I'd like to find the minimum integer value of $t$ for which the following inequations 1 and 2 are true (one value of $t$ by inequation).
These equations represent someone contributing monthly an amount $M$ to an investment portfolio and the investor is wondering when he will achieve a certain amount $C$ given the compounded interest rate. In the equation 2, the person adapts its contribution to the inflation rate (he contributes more as the inflation rise).
$t$ is a positive integer. $M$ and $C$ are positive real numbers. $\mathit{interest\_rate}$ and $\mathit{inflation\_rate}$ are real numbers strictly greater than 1.
\begin{equation} C < \sum_{i=0}^{t} M \cdot interest\_rate^i \end{equation} \begin{equation} C < \sum_{i=0}^{t} M \cdot inflation\_rate^i \cdot interest\_rate^i \end{equation}
I can solve this problem using code (example for second equation, Python 3.8):
interest_rate = 1.08 ** (1 / 12)
inflation_rate = 1.02 ** (1 / 12)
portfolio = 0
M = 1000
C = 1_750_000
t = 0
while C > portfolio:
t += 1
portfolio += M * inflation_rate ** t * interest_rate ** t
print(f"{t // 12} years and {t % 12} months")
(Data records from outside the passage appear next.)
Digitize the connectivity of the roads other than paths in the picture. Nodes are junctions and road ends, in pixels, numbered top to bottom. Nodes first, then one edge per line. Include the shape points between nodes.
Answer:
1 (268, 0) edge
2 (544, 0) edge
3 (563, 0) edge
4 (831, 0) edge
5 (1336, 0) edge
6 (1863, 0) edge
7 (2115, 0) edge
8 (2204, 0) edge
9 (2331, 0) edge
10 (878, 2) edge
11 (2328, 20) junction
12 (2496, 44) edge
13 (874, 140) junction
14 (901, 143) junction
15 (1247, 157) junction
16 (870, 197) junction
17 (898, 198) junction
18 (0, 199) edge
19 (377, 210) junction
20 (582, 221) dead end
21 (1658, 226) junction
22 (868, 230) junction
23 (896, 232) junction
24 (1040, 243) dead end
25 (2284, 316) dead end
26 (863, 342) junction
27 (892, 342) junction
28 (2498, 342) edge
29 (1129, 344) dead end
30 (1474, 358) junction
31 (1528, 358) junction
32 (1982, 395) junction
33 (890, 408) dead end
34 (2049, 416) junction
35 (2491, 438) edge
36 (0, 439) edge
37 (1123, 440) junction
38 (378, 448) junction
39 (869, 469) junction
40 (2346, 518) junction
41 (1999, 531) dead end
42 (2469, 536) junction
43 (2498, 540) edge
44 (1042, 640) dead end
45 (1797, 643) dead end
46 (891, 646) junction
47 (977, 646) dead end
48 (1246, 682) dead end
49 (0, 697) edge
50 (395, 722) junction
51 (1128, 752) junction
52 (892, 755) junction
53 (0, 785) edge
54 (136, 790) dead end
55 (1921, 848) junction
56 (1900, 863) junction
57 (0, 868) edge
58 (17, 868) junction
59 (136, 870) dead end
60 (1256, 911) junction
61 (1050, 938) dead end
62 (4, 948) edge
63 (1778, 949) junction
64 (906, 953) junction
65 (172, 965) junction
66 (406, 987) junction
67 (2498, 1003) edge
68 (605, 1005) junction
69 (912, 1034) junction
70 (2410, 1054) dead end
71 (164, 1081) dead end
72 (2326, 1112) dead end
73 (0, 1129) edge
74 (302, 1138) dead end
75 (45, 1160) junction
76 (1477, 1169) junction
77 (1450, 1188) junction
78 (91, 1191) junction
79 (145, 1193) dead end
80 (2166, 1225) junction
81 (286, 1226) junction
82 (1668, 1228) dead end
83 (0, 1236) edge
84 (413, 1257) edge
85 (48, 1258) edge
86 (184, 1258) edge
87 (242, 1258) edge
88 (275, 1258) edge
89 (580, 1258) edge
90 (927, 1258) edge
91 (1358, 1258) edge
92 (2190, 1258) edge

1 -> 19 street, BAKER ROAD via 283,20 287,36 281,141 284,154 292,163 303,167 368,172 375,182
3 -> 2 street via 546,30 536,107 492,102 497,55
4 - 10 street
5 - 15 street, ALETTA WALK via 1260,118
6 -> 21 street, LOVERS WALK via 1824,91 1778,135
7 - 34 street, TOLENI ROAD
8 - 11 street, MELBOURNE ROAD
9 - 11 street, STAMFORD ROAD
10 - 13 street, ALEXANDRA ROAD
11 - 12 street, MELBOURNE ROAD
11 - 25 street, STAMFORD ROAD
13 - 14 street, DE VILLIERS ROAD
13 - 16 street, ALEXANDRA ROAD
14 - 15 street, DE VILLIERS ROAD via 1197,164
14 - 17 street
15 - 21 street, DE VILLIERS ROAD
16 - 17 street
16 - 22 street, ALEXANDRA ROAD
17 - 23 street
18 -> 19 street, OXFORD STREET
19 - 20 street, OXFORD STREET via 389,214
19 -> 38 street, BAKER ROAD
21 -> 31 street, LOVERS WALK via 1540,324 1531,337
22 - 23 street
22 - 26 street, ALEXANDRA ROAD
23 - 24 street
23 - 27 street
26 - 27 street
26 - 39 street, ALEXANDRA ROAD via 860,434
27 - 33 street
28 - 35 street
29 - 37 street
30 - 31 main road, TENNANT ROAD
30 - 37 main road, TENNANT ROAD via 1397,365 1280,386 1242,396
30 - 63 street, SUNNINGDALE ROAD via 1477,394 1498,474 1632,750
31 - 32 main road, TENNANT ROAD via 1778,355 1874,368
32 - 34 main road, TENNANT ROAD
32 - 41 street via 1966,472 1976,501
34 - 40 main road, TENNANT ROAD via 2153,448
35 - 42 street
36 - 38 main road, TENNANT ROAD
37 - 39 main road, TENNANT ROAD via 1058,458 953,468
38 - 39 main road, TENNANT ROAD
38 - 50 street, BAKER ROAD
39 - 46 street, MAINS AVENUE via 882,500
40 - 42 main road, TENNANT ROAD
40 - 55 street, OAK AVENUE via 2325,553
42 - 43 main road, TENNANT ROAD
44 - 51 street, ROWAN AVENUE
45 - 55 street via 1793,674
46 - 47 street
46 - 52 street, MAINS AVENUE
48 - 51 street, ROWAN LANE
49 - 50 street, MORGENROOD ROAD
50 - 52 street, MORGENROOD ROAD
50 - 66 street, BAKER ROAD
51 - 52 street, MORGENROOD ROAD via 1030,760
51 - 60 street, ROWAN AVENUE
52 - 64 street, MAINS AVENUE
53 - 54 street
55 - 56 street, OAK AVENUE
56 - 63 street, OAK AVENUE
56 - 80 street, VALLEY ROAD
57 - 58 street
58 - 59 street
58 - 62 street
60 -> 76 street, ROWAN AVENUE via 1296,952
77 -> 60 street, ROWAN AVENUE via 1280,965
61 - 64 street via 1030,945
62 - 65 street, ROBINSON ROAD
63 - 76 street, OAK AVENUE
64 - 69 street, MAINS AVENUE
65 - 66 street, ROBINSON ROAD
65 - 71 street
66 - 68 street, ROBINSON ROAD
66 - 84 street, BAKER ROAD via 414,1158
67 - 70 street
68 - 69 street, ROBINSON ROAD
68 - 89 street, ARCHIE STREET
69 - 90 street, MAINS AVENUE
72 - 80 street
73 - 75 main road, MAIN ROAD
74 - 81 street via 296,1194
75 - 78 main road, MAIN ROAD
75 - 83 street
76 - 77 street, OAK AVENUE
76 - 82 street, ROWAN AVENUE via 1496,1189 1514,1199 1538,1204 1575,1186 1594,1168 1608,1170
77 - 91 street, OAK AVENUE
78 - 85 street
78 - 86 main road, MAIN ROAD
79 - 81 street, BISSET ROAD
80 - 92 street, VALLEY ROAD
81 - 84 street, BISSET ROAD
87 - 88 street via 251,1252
But I'm a complete loss to find a closed form.
Let $x=t$, $r$ be the interest rate (or the product of interest rate and inflation rate), and thus you want to know when:
$$\sum_{i=0}^x{r^i} = \frac{r^{x+1}-1}{r-1}\gt \frac{C}{M}$$
i.e.
$$r^{x+1}>\frac{C}{M}(r-1)+1$$
$$(x+1)\log{r}>\log{\left(\frac{C}{M}(r-1)+1\right)}$$
$$x>\frac{\log{\left(\frac{C}{M}(r-1)+1\right)}}{\log{r}}-1$$
So the result is:
$$\Big\lceil{\frac{\log{\left(\frac{C}{M}(r-1)+1\right)}}{\log{r}}-1}\Big\rceil$$
Note that when $r \approx 1$, $\log{\left(\frac{C}{M}(r-1)+1\right)} \approx \frac{C}{M}(r-1)$ and $\log{r} = \log{(r-1+1)} \approx (r-1)$, and so the value is about $\frac{C}{M}-1$ as one would expect.